### About this exercise
Please print every record below exactly as it appears.

### Given records

Content starts

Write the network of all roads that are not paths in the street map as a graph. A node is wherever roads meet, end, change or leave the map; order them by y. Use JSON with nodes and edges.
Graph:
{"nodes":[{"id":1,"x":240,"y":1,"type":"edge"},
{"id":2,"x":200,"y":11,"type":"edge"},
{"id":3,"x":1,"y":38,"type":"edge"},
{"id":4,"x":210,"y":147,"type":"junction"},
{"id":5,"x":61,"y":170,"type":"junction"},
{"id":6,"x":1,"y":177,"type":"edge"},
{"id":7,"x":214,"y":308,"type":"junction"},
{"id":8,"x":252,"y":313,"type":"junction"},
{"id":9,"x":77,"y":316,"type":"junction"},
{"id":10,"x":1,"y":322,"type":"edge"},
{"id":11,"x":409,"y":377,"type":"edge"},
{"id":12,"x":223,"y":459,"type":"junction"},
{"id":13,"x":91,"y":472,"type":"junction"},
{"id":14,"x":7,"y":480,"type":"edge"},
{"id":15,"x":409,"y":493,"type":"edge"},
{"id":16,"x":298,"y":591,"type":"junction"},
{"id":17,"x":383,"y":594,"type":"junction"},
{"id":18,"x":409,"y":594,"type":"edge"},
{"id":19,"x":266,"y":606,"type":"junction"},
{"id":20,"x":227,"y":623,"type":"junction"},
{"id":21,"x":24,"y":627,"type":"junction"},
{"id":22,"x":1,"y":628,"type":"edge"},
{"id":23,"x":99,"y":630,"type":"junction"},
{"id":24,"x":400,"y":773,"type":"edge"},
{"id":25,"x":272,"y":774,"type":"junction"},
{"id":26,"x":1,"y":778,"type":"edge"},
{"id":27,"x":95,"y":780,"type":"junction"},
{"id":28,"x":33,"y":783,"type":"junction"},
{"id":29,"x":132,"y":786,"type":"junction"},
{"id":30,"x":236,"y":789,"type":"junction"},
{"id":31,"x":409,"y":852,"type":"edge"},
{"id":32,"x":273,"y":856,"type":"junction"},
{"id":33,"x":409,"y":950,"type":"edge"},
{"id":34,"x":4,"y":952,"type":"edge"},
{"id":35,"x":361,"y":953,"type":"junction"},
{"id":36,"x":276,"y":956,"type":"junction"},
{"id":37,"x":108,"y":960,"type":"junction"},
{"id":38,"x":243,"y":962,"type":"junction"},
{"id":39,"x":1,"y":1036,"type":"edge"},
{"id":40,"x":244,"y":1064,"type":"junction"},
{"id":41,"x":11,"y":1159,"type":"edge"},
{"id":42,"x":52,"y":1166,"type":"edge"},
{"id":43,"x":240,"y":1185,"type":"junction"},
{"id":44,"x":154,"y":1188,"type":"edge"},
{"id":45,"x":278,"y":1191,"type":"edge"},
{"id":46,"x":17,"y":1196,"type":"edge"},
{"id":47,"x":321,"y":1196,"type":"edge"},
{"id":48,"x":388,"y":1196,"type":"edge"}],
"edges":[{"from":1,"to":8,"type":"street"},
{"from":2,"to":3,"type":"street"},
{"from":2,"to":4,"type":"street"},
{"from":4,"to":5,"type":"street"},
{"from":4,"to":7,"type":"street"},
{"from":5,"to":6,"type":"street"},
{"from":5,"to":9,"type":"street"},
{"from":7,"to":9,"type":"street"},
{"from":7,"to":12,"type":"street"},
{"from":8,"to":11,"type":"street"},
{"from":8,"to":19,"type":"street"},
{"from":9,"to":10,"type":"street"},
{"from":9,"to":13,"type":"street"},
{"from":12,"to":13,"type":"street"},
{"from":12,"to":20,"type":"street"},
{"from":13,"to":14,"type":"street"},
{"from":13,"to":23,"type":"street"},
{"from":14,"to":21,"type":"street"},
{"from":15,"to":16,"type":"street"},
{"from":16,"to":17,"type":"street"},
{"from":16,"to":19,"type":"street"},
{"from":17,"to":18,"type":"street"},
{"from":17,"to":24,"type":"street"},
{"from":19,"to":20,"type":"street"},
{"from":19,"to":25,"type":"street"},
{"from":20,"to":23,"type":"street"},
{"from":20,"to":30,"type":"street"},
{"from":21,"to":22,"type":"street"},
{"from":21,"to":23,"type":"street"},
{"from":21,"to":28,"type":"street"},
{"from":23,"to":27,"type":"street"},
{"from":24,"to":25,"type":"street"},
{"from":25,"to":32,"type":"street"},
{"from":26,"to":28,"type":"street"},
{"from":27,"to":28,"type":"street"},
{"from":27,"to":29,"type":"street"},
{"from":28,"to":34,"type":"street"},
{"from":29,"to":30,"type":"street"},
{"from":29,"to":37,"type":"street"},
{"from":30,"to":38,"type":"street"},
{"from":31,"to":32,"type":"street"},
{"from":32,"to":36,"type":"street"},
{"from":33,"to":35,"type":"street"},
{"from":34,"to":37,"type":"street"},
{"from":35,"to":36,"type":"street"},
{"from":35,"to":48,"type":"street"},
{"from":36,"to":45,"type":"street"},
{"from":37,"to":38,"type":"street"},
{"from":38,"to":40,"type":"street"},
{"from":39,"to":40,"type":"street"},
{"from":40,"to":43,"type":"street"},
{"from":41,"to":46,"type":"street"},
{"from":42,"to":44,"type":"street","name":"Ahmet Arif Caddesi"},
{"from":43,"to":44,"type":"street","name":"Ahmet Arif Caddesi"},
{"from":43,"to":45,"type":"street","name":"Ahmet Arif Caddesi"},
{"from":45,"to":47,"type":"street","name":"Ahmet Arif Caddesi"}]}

Content ends

### Completed exercise
Write the network of all roads that are not paths in the street map as a graph. A node is wherever roads meet, end, change or leave the map; order them by y. Use JSON with nodes and edges.
Graph:
{"nodes":[{"id":1,"x":240,"y":1,"type":"edge"},
{"id":2,"x":200,"y":11,"type":"edge"},
{"id":3,"x":1,"y":38,"type":"edge"},
{"id":4,"x":210,"y":147,"type":"junction"},
{"id":5,"x":61,"y":170,"type":"junction"},
{"id":6,"x":1,"y":177,"type":"edge"},
{"id":7,"x":214,"y":308,"type":"junction"},
{"id":8,"x":252,"y":313,"type":"junction"},
{"id":9,"x":77,"y":316,"type":"junction"},
{"id":10,"x":1,"y":322,"type":"edge"},
{"id":11,"x":409,"y":377,"type":"edge"},
{"id":12,"x":223,"y":459,"type":"junction"},
{"id":13,"x":91,"y":472,"type":"junction"},
{"id":14,"x":7,"y":480,"type":"edge"},
{"id":15,"x":409,"y":493,"type":"edge"},
{"id":16,"x":298,"y":591,"type":"junction"},
{"id":17,"x":383,"y":594,"type":"junction"},
{"id":18,"x":409,"y":594,"type":"edge"},
{"id":19,"x":266,"y":606,"type":"junction"},
{"id":20,"x":227,"y":623,"type":"junction"},
{"id":21,"x":24,"y":627,"type":"junction"},
{"id":22,"x":1,"y":628,"type":"edge"},
{"id":23,"x":99,"y":630,"type":"junction"},
{"id":24,"x":400,"y":773,"type":"edge"},
{"id":25,"x":272,"y":774,"type":"junction"},
{"id":26,"x":1,"y":778,"type":"edge"},
{"id":27,"x":95,"y":780,"type":"junction"},
{"id":28,"x":33,"y":783,"type":"junction"},
{"id":29,"x":132,"y":786,"type":"junction"},
{"id":30,"x":236,"y":789,"type":"junction"},
{"id":31,"x":409,"y":852,"type":"edge"},
{"id":32,"x":273,"y":856,"type":"junction"},
{"id":33,"x":409,"y":950,"type":"edge"},
{"id":34,"x":4,"y":952,"type":"edge"},
{"id":35,"x":361,"y":953,"type":"junction"},
{"id":36,"x":276,"y":956,"type":"junction"},
{"id":37,"x":108,"y":960,"type":"junction"},
{"id":38,"x":243,"y":962,"type":"junction"},
{"id":39,"x":1,"y":1036,"type":"edge"},
{"id":40,"x":244,"y":1064,"type":"junction"},
{"id":41,"x":11,"y":1159,"type":"edge"},
{"id":42,"x":52,"y":1166,"type":"edge"},
{"id":43,"x":240,"y":1185,"type":"junction"},
{"id":44,"x":154,"y":1188,"type":"edge"},
{"id":45,"x":278,"y":1191,"type":"edge"},
{"id":46,"x":17,"y":1196,"type":"edge"},
{"id":47,"x":321,"y":1196,"type":"edge"},
{"id":48,"x":388,"y":1196,"type":"edge"}],
"edges":[{"from":1,"to":8,"type":"street"},
{"from":2,"to":3,"type":"street"},
{"from":2,"to":4,"type":"street"},
{"from":4,"to":5,"type":"street"},
{"from":4,"to":7,"type":"street"},
{"from":5,"to":6,"type":"street"},
{"from":5,"to":9,"type":"street"},
{"from":7,"to":9,"type":"street"},
{"from":7,"to":12,"type":"street"},
{"from":8,"to":11,"type":"street"},
{"from":8,"to":19,"type":"street"},
{"from":9,"to":10,"type":"street"},
{"from":9,"to":13,"type":"street"},
{"from":12,"to":13,"type":"street"},
{"from":12,"to":20,"type":"street"},
{"from":13,"to":14,"type":"street"},
{"from":13,"to":23,"type":"street"},
{"from":14,"to":21,"type":"street"},
{"from":15,"to":16,"type":"street"},
{"from":16,"to":17,"type":"street"},
{"from":16,"to":19,"type":"street"},
{"from":17,"to":18,"type":"street"},
{"from":17,"to":24,"type":"street"},
{"from":19,"to":20,"type":"street"},
{"from":19,"to":25,"type":"street"},
{"from":20,"to":23,"type":"street"},
{"from":20,"to":30,"type":"street"},
{"from":21,"to":22,"type":"street"},
{"from":21,"to":23,"type":"street"},
{"from":21,"to":28,"type":"street"},
{"from":23,"to":27,"type":"street"},
{"from":24,"to":25,"type":"street"},
{"from":25,"to":32,"type":"street"},
{"from":26,"to":28,"type":"street"},
{"from":27,"to":28,"type":"street"},
{"from":27,"to":29,"type":"street"},
{"from":28,"to":34,"type":"street"},
{"from":29,"to":30,"type":"street"},
{"from":29,"to":37,"type":"street"},
{"from":30,"to":38,"type":"street"},
{"from":31,"to":32,"type":"street"},
{"from":32,"to":36,"type":"street"},
{"from":33,"to":35,"type":"street"},
{"from":34,"to":37,"type":"street"},
{"from":35,"to":36,"type":"street"},
{"from":35,"to":48,"type":"street"},
{"from":36,"to":45,"type":"street"},
{"from":37,"to":38,"type":"street"},
{"from":38,"to":40,"type":"street"},
{"from":39,"to":40,"type":"street"},
{"from":40,"to":43,"type":"street"},
{"from":41,"to":46,"type":"street"},
{"from":42,"to":44,"type":"street","name":"Ahmet Arif Caddesi"},
{"from":43,"to":44,"type":"street","name":"Ahmet Arif Caddesi"},
{"from":43,"to":45,"type":"street","name":"Ahmet Arif Caddesi"},
{"from":45,"to":47,"type":"street","name":"Ahmet Arif Caddesi"}]}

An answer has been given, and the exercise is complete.